The localization of myocardial 18F-fluorodeoxyglucose (FDG) uptake affecting long-term clinical outcomes has not been elucidated in patients with corticosteroid-naive cardiac sarcoidosis (CS). This study sought to investigate the localization of myocardial FDG uptake on positron emission tomography (PET) and myocardial perfusion abnormality to predict adverse events (AEs) for a long-term follow-up in patients with corticosteroid-naive CS. Consecutive 90 patients with clinical suspicion of CS who underwent FDG-PET imaging to assess for inflammation were enrolled. AEs were defined as a composite of sustained ventricular tachycardia (VT), heart transplantation, and all-cause death, which were ascertained by medical records, defibrillator interrogation, and telephone interviews. Of 90 patients, 42 patients (mean age 62.9 ± 12.0 years; 76.2% females) were confirmed active cardiac involvement. Over a median follow-up of 4.9 years, 15 patients with CS experienced AEs including 6 sustained ventricular tachycardias (VT) and 9 deaths.
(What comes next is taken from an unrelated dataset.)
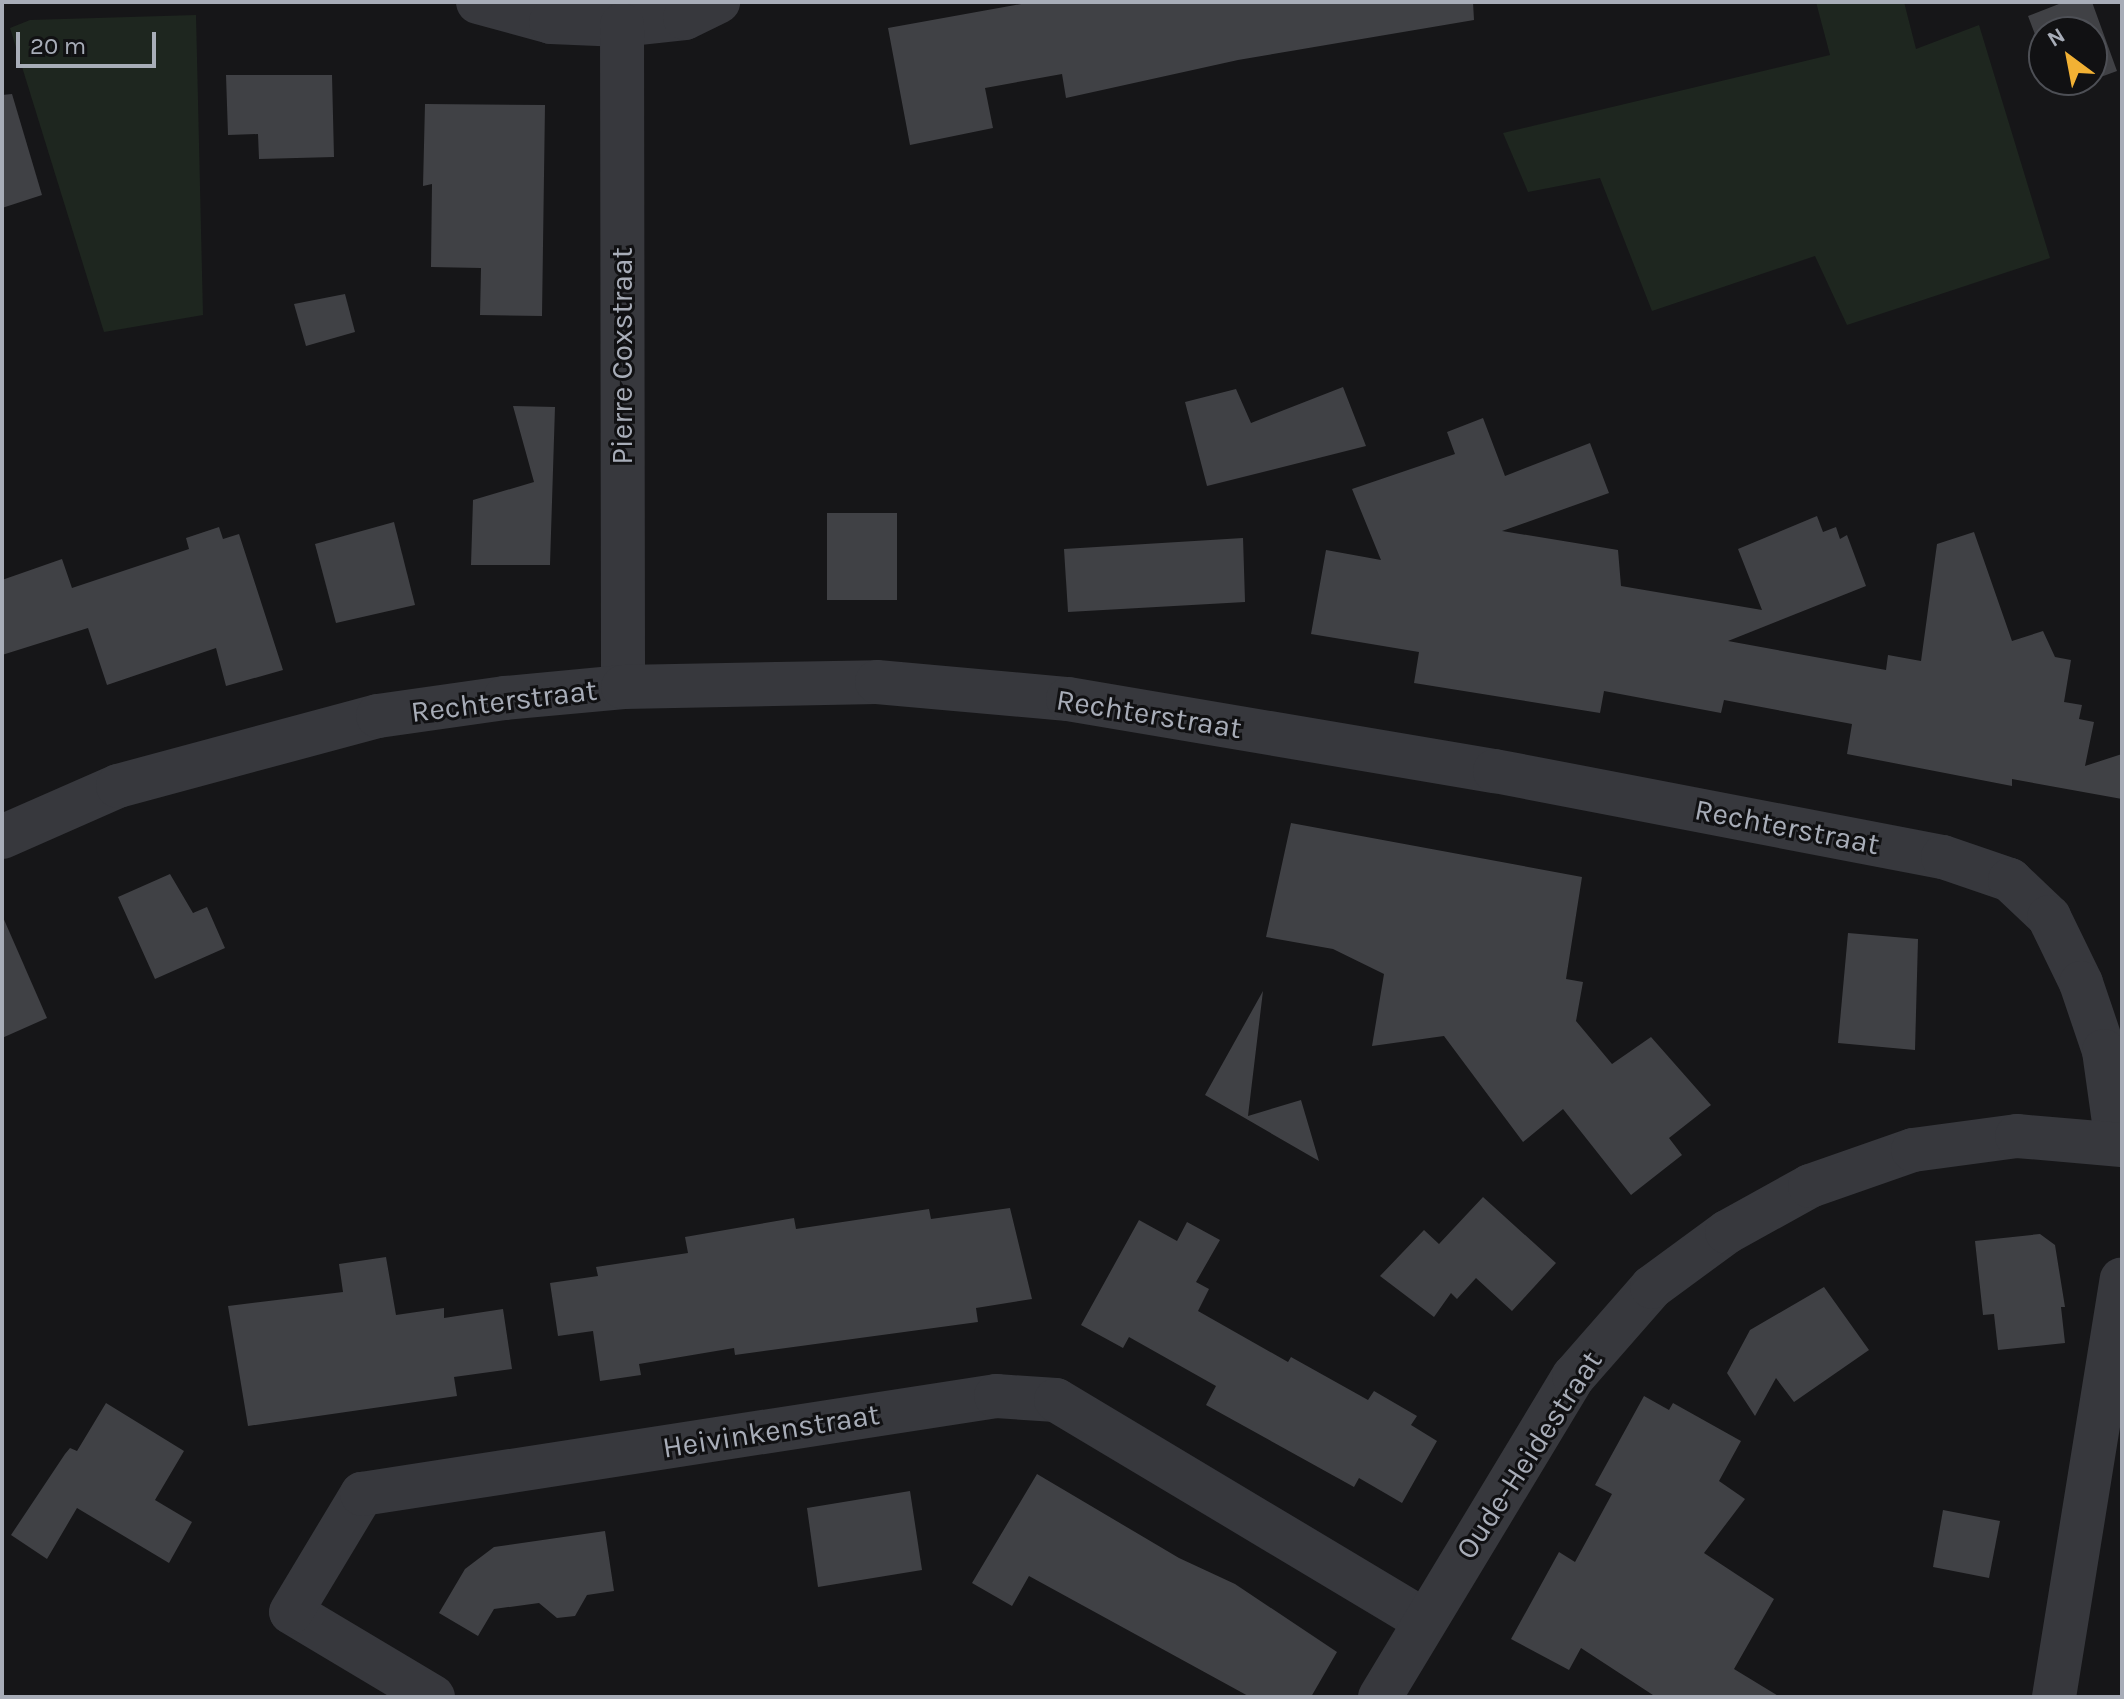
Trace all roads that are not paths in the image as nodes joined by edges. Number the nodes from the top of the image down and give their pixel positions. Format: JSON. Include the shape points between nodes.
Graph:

Cox proportional-hazards model after adjustment for left ventricular systolic dysfunction revealed that FDG uptake in the right ventricle (RV) or basal anterolateral area of the left ventricle (LV) with myocardial perfusion abnormality was predictive of AEs. FDG uptake in the RV or basal anterolateral area of the LV with myocardial perfusion abnormality provides long-term prognostic risk stratification in patients with corticosteroid-naive CS.